--- Problem statement ---
Copy the result of filtering the entries below for lines that include the string "Lorong".

Collected data entries:
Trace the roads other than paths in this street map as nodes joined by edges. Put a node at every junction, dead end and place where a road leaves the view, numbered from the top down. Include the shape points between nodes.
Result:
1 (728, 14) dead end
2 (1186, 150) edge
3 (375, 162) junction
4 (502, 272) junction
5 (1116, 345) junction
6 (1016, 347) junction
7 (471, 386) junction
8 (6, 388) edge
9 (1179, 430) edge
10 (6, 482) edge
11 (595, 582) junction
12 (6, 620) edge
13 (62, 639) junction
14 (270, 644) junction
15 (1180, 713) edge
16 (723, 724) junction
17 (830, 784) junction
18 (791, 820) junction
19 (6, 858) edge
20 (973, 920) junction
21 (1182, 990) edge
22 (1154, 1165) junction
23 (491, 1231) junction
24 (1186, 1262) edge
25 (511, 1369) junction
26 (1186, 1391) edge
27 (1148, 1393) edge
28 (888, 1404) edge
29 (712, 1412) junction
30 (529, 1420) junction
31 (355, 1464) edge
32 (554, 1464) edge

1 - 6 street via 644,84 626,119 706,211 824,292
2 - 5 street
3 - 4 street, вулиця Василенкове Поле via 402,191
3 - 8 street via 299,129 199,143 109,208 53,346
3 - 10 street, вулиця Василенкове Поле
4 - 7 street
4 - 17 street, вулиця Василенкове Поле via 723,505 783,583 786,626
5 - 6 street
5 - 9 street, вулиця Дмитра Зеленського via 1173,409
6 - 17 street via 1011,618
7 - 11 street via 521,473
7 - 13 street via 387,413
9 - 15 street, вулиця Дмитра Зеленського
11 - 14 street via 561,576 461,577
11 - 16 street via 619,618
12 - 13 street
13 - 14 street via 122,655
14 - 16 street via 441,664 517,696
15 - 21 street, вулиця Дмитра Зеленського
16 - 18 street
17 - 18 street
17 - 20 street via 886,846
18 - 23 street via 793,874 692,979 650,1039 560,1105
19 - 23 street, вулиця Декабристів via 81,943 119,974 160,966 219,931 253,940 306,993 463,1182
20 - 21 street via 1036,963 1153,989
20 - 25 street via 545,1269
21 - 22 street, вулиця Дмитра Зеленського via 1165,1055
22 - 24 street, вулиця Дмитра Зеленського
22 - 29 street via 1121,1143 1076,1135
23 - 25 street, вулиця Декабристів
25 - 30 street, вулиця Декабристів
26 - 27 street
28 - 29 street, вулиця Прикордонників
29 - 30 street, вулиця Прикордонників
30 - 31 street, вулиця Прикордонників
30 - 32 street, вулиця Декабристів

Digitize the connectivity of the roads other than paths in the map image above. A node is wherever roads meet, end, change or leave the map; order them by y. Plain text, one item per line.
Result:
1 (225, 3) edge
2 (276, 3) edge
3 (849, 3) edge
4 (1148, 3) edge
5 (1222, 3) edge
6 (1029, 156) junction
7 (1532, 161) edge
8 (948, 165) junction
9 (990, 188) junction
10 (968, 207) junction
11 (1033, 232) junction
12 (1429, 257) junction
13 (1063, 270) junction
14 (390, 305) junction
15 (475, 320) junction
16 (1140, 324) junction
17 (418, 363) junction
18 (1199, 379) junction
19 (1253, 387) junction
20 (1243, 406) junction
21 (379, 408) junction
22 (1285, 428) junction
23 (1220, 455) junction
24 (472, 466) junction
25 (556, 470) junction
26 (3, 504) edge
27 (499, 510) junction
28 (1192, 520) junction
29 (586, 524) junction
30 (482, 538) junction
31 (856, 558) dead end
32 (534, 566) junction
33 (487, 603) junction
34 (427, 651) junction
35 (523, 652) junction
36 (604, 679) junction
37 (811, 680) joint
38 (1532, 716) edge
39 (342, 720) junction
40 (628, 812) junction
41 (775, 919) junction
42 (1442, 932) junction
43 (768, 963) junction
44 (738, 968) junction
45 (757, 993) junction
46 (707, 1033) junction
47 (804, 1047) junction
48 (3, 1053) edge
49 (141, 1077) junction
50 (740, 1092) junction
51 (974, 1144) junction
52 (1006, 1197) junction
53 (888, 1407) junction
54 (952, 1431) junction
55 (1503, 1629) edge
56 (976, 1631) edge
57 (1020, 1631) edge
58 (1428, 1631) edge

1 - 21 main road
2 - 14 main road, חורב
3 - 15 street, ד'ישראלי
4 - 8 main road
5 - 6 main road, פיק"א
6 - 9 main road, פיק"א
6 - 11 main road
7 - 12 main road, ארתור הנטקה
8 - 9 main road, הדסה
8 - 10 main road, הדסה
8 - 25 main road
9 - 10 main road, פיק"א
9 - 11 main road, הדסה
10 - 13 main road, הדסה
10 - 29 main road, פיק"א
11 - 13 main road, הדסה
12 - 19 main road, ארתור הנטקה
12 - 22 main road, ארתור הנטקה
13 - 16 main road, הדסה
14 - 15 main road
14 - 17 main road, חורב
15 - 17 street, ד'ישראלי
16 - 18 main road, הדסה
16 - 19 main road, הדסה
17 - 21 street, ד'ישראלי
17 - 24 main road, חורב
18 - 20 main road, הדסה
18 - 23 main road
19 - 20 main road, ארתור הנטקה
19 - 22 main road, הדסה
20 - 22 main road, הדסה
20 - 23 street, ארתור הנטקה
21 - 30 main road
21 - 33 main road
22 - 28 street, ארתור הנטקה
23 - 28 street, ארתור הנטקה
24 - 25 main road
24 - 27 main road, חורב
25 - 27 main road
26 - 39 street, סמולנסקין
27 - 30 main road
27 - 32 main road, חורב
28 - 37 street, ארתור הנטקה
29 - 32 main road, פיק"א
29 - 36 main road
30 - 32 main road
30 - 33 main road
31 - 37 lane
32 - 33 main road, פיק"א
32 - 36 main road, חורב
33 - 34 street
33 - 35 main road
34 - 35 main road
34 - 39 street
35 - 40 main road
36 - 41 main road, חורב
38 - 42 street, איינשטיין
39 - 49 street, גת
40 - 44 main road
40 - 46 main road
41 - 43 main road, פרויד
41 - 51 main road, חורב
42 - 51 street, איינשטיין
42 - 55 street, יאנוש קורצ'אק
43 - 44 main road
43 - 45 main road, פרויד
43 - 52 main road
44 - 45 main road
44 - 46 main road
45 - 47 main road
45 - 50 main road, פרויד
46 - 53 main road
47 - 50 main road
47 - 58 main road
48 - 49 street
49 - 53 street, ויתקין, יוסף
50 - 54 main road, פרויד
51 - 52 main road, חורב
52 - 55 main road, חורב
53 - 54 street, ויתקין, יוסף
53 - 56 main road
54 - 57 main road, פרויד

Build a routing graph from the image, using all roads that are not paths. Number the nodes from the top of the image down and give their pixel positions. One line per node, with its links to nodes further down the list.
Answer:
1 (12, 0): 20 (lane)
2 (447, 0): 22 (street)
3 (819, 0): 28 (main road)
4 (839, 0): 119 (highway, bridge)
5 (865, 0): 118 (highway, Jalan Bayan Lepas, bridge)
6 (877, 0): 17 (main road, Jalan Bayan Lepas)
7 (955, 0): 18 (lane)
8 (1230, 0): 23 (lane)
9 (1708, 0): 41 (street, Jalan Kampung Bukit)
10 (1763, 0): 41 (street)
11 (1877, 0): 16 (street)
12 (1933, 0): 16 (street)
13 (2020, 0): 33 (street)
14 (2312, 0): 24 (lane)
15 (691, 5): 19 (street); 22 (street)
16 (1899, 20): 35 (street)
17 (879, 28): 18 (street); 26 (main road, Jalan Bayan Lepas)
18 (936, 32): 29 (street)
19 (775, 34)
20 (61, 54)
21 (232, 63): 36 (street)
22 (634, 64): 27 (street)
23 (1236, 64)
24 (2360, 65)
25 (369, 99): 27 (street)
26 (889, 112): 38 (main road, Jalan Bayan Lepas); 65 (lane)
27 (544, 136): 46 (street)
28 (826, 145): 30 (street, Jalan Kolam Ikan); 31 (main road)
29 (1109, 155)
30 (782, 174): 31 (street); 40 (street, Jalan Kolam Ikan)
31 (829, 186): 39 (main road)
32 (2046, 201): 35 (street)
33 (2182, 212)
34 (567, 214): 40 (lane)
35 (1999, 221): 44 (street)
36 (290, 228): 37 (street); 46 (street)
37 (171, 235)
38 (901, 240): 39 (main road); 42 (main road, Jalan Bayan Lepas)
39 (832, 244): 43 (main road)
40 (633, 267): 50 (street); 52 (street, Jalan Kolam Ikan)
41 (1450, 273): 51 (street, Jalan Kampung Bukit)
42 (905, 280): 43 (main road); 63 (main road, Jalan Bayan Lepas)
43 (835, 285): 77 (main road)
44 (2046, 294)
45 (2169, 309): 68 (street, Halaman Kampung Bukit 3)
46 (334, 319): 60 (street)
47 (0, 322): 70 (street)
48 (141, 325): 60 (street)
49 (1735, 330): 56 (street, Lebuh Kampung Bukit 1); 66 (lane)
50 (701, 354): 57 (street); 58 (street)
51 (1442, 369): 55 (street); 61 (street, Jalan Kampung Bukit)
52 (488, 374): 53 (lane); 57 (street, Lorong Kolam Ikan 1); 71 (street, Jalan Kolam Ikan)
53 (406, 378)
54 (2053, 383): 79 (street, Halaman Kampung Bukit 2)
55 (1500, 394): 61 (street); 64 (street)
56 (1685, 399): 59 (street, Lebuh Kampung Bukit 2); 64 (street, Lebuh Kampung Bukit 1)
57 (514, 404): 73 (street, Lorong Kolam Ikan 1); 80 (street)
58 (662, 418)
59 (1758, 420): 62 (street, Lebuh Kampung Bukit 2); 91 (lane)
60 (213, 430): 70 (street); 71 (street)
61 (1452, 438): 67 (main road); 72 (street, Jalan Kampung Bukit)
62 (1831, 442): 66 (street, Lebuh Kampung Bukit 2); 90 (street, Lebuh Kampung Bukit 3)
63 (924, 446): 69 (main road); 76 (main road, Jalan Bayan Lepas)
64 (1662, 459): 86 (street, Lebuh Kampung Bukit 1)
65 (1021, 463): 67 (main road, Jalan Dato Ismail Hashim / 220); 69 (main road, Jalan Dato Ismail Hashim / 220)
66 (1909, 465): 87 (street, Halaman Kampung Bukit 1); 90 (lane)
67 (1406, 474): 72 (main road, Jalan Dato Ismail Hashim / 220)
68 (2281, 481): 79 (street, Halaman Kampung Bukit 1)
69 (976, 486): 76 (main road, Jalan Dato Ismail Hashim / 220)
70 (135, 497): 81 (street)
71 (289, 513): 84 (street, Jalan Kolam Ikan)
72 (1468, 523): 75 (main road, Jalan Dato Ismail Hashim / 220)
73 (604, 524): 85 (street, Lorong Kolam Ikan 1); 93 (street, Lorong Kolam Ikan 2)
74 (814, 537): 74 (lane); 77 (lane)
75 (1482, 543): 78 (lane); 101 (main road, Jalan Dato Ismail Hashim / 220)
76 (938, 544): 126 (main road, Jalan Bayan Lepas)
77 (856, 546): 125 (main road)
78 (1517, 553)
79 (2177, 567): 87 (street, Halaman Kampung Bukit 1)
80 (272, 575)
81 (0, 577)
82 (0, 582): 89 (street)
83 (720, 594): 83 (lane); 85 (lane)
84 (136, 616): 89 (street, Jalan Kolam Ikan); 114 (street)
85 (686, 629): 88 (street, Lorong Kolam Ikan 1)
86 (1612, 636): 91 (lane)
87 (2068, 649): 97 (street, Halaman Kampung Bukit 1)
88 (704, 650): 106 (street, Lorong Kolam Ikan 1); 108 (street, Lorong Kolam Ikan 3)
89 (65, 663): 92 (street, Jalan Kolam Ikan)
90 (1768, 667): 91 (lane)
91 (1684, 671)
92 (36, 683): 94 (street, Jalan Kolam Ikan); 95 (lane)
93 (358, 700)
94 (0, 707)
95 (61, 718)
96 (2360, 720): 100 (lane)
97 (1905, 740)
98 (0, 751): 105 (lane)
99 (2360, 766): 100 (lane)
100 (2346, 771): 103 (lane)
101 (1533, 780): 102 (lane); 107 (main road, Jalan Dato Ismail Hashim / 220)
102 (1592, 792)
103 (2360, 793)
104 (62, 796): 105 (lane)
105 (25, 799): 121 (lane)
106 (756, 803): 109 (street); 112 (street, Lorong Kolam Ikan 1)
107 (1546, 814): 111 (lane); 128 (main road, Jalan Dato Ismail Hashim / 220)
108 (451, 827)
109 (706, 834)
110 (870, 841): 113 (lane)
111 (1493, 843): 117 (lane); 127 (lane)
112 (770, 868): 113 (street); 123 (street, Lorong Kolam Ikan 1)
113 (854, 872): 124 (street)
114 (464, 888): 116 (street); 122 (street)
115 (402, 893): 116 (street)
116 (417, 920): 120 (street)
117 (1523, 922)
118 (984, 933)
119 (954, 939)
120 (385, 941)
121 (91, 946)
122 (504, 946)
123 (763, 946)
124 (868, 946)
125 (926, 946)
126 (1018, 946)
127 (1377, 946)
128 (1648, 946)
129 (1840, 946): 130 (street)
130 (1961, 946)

--- Answer to the problem ---
52 (488, 374): 53 (lane); 57 (street, Lorong Kolam Ikan 1); 71 (street, Jalan Kolam Ikan)
57 (514, 404): 73 (street, Lorong Kolam Ikan 1); 80 (street)
73 (604, 524): 85 (street, Lorong Kolam Ikan 1); 93 (street, Lorong Kolam Ikan 2)
85 (686, 629): 88 (street, Lorong Kolam Ikan 1)
88 (704, 650): 106 (street, Lorong Kolam Ikan 1); 108 (street, Lorong Kolam Ikan 3)
106 (756, 803): 109 (street); 112 (street, Lorong Kolam Ikan 1)
112 (770, 868): 113 (street); 123 (street, Lorong Kolam Ikan 1)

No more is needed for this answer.